Faint laughter can be heard but from where is mystery. Shots are then fired and can be heard, but the shooter's whereabouts are unknown as well. Everyone on the dance floor ducks down, and seemingly no one is hit. The laughter gets louder, though it's not a maniacal sort of laughter, nothing ludicrous like The Joker, but laughing none the least. It's then that the shape of three figures can be seen walking through the cloud of smoke that was blown in the wall. Three men appear, each armed with their own assault rifle on hand. The man in the middle, is the one laughing, and is the only one who steps out completely onto the dance floor, where cowering people still huddle into piles of human fright. The other two gunman man the exits of the building; the front door, and now the whole in the side of the wall.
He sets off another round of shots, making his way into a circular fashion around the room. My father pushes down on me and forces me to get lower and take cover; he too now crouches, though in front of me. I'm sure some of those shots hit people; there were a few faint cries of pain.
The central gunman ceases fire, and looks around the room, spinning himself in a slow circle, as if trying to lock eyes with each individual in the room.
"Each one of you listen closely," the gunman says. His voice sounded rough, but there was shakiness to it as well. "If you cooperate, none of you will get hurt. But if you don't, well you better hope I'm a bad shot." He began to walk slowly and slightly out of my vision.
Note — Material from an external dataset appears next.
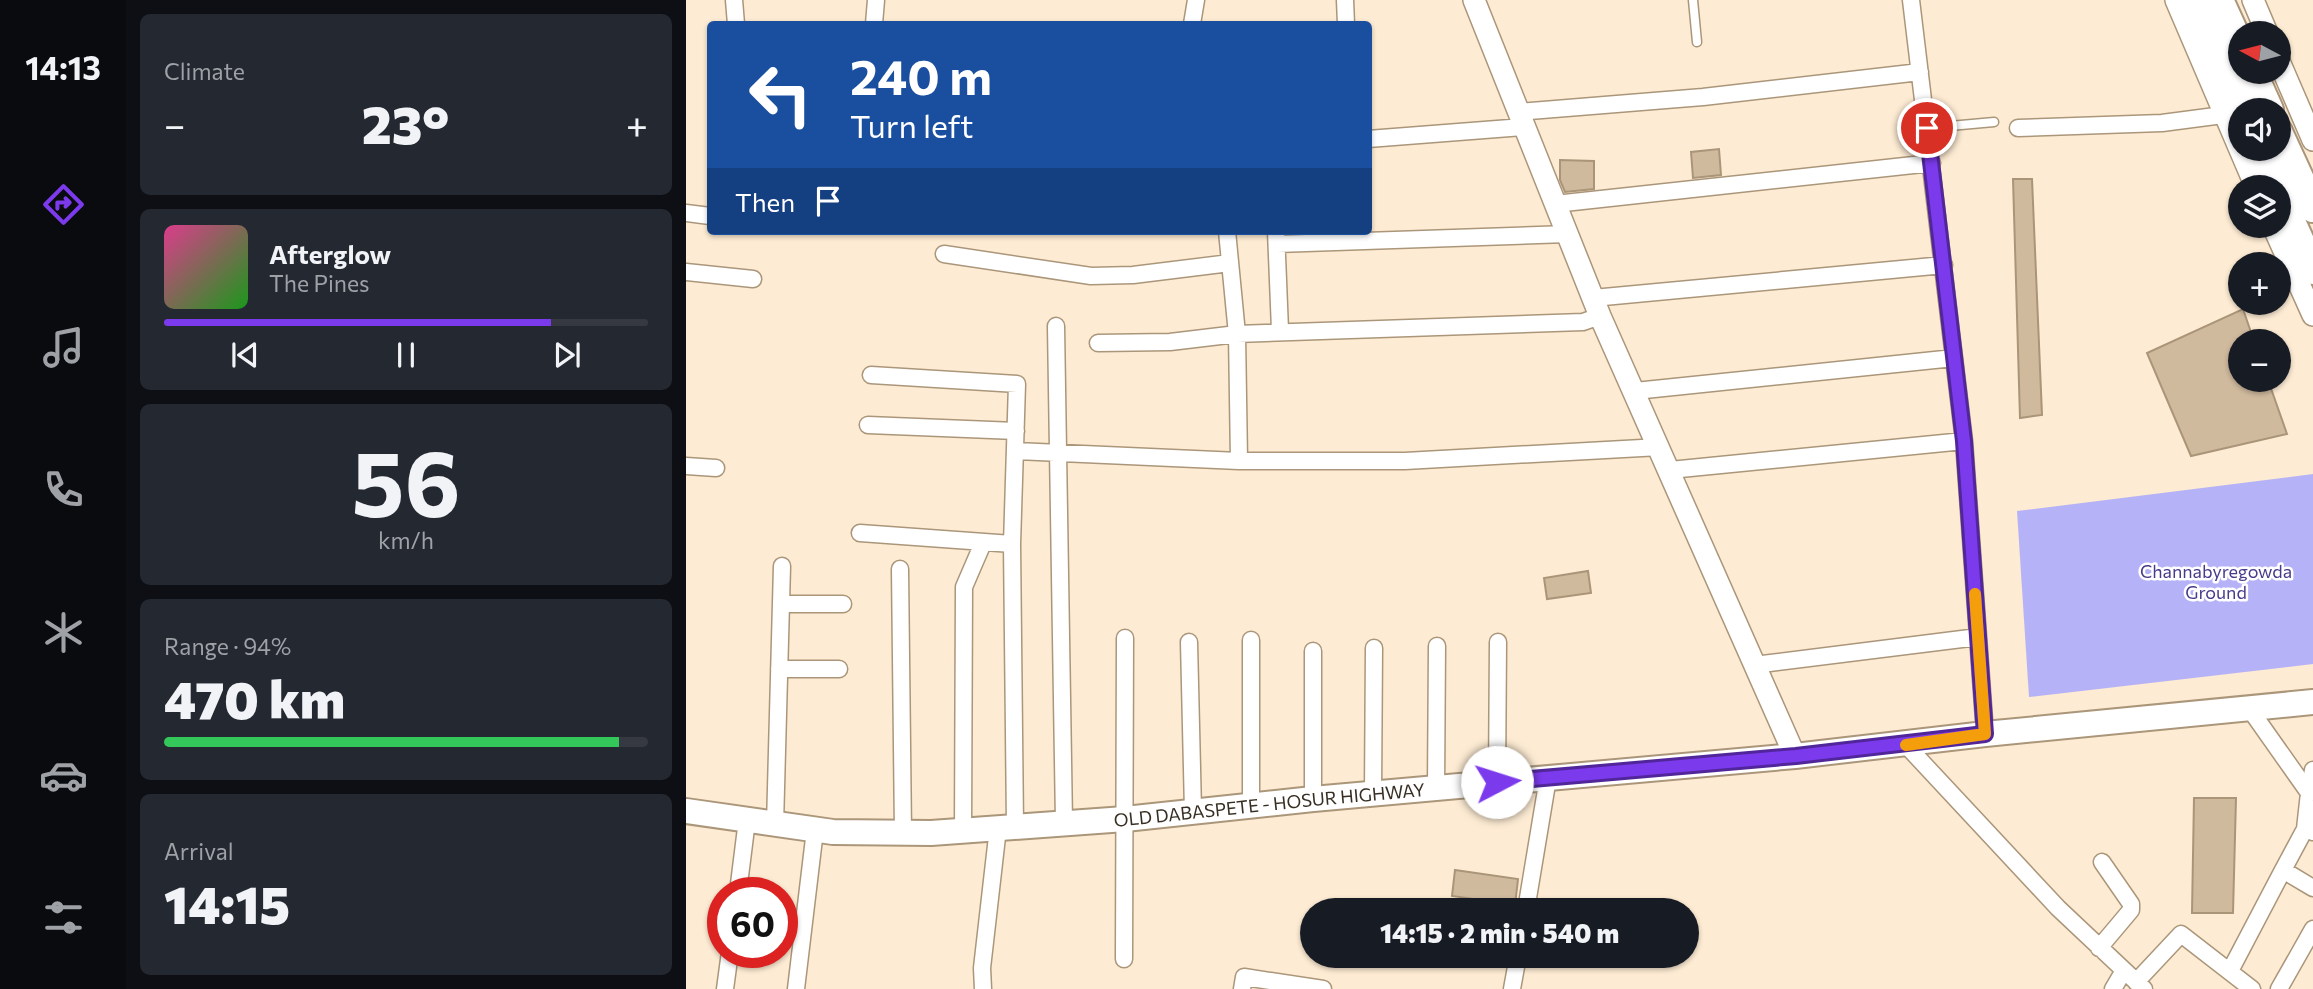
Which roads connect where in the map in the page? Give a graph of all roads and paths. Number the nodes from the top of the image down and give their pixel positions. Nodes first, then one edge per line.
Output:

I tried to push past my father to see, but he was much stronger than I. "Where is your beloved Commissioner James Gordon? I was told he would be here tonight, and I just want to have a little chat with him. You see, he arrested someone I didn't want to get arrested, and that was just a bad decision on his part. Now I just want to talk it out. So," he did another 360, meeting every face. "Where is he?"
I hadn't seen the commissioner since all night, and I wondered if he was even here at all. From behind my father, I looked at his face; it was stern and firm, and ready to rip the gunman's head off, but I knew he wouldn't, because he wasn't Batman anymore.
The room was quiet, and that just confirmed the fact that Gordon wasn't here. He was no coward, and if someone wanted to speak with him, even someone with a gun, he wouldn't hide. But the gunman didn't know that.
"So, no one is going to talk, huh? You all love your precious commissioner too much, huh?" I saw the gunman's eyes in that moment, and my father had told me of that look. It was the look of desperation; the look given when someone is in so deep, that there is nothing left to pull them out, and they'll do anything. It's the moment when anything is worth everything. "You!" the gunman yells as he points to a man, but not just any man, Anthony Garcia; mayor of Gotham City.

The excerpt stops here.